In der ersten Woche in Dubai wurden acht informelle Vereinbarungen angekündigt – Erklärungen und Chartas zu Klima und Gesundheit, Landwirtschaft und Ernährung, zur Verdreifachung der Erneuerbaren Energien und mehr. Dazu gehört auch eine unerwartete Übereinkunft zum Ausbau der Atomenergie – diese wurde unter dem Deckmantel von Klimainitiativen gefasst. 22 Länder haben sich verpflichtet, ihre Atomkraft-Kapazitäten bis 2050 gegenüber dem Stand von 2023 gemeinsam zu verdreifachen. Solche Initiativen können dazu führen, dass die kollektiven Anstrengungen zur Emissionsreduzierung scheitern. Nicht nur ist Atomenergie sehr teuer und gefährlich, sie ist sehr langsam und wird in absehbarer Zeit nichts zur Emissionsreduzierung beitragen. Wir brauchen konkreten Klimaschutz jetzt, nicht erst 2050!

Eine weitere dubiose Initiative, die Oil & Gas Decarbonization Charter (OGDC), trat auf der COP28 neu in Erscheinung: Insgesamt 50 Öl- und Gasunternehmen unterstützen diese. Darunter sind SaudiAramco (Saudi-Arabien), ADNOC (Vereinigte Arabische Emirate), SOCAR (Aserbaidschan), Bapco Energies (Bahrain), KazMunaiGas (Kasachstan), Uzbekneftegaz (Usbekistan), ExxonMobil (USA), Shell (Großbritannien), Eni (Italien), TotalEnergies SE (Frankreich) und das russische Unternehmen LUKOIL. Internationale Umweltgruppen kritisierten die Versprechen der Ölindustrie. Diese seien «eine Nebelkerze, die von der Realität ablenkt, in der Öl, Gas und Kohle schrittweise aus dem Verkehr gezogen werden müssen».
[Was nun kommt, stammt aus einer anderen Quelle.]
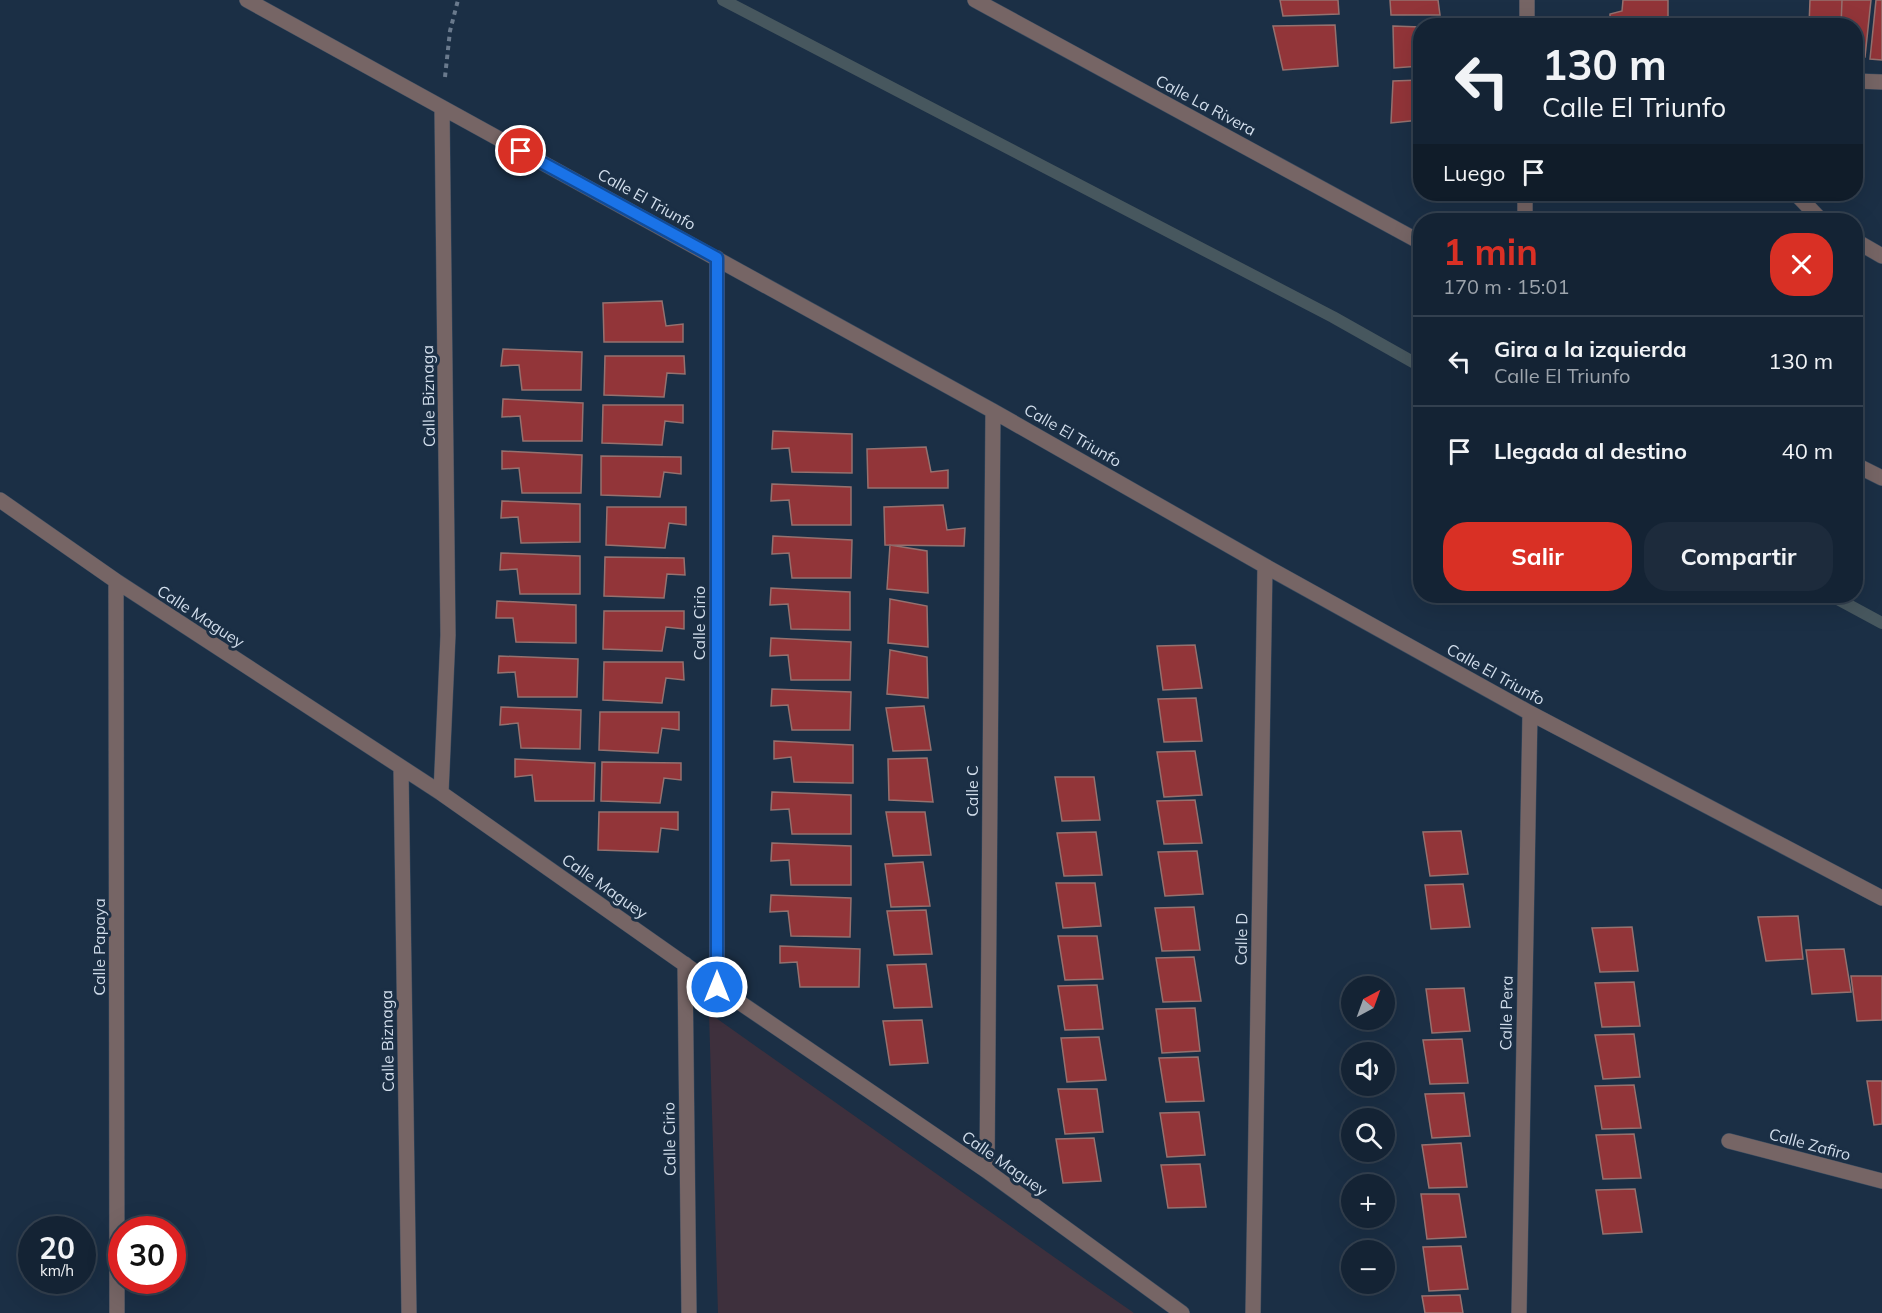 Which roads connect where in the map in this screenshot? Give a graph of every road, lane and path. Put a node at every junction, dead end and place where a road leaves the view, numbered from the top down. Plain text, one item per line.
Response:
1 (247, 0) edge
2 (458, 0) edge
3 (975, 0) edge
4 (1527, 0) edge
5 (1527, 18) edge
6 (1863, 81) edge
7 (1882, 82) edge
8 (442, 108) junction
9 (1803, 201) edge
10 (1814, 213) edge
11 (1413, 238) edge
12 (1863, 245) edge
13 (1882, 256) edge
14 (717, 258) junction
15 (993, 411) junction
16 (1863, 468) edge
17 (1882, 478) edge
18 (0, 500) edge
19 (1265, 566) junction
20 (116, 582) junction
21 (1530, 713) junction
22 (401, 768) junction
23 (441, 793) junction
24 (1882, 898) edge
25 (685, 964) junction
26 (717, 987) junction
27 (1729, 1141) dead end
28 (987, 1172) junction
29 (1882, 1181) edge
30 (117, 1313) edge
31 (409, 1313) edge
32 (689, 1313) edge
33 (1182, 1313) edge
34 (1253, 1313) edge
35 (1519, 1313) edge

1 - 8 street, Calle El Triunfo
2 - 8 path
3 - 11 street, Calle La Rivera
4 - 5 street
6 - 7 street
8 - 14 street, Calle El Triunfo
8 - 23 street, Calle Biznaga
9 - 10 street
12 - 13 street
14 - 15 street, Calle El Triunfo
14 - 26 street, Calle Cirio
15 - 19 street, Calle El Triunfo
15 - 28 street, Calle C
16 - 17 street
18 - 20 street, Calle Maguey
19 - 21 street, Calle El Triunfo
19 - 34 street, Calle D
20 - 22 street, Calle Maguey
20 - 30 street, Calle Papaya
21 - 24 street, Calle El Triunfo
21 - 35 street, Calle Pera
22 - 23 street, Calle Maguey
22 - 31 street, Calle Biznaga
23 - 25 street, Calle Maguey
25 - 26 street, Calle Maguey
25 - 32 street, Calle Cirio
26 - 28 street, Calle Maguey
27 - 29 street, Calle Zafiro
28 - 33 street, Calle Maguey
Heute beginnt die zweite Woche der Klimagespräche. Und Dubai, eingegraben in Ölsandvorkommen, scheint mit seinem Auftreten vermitteln zu wollen, dass alles auf der Welt gekauft und verkauft werden kann. Aber wie wir wissen, kann man Gesundheit und Klima nicht kaufen. Es ist immer noch möglich, die negativen Auswirkungen auf das Klima zu verringern und uns anzupassen, wo wir können. Doch das erfordert eine Menge Geld. Die Teilnehmer:innen der COP28 können in diesem Prozess eine wichtige Rolle spielen, wenn sie in der zweiten Verhandlungswoche gute Arbeit leisten.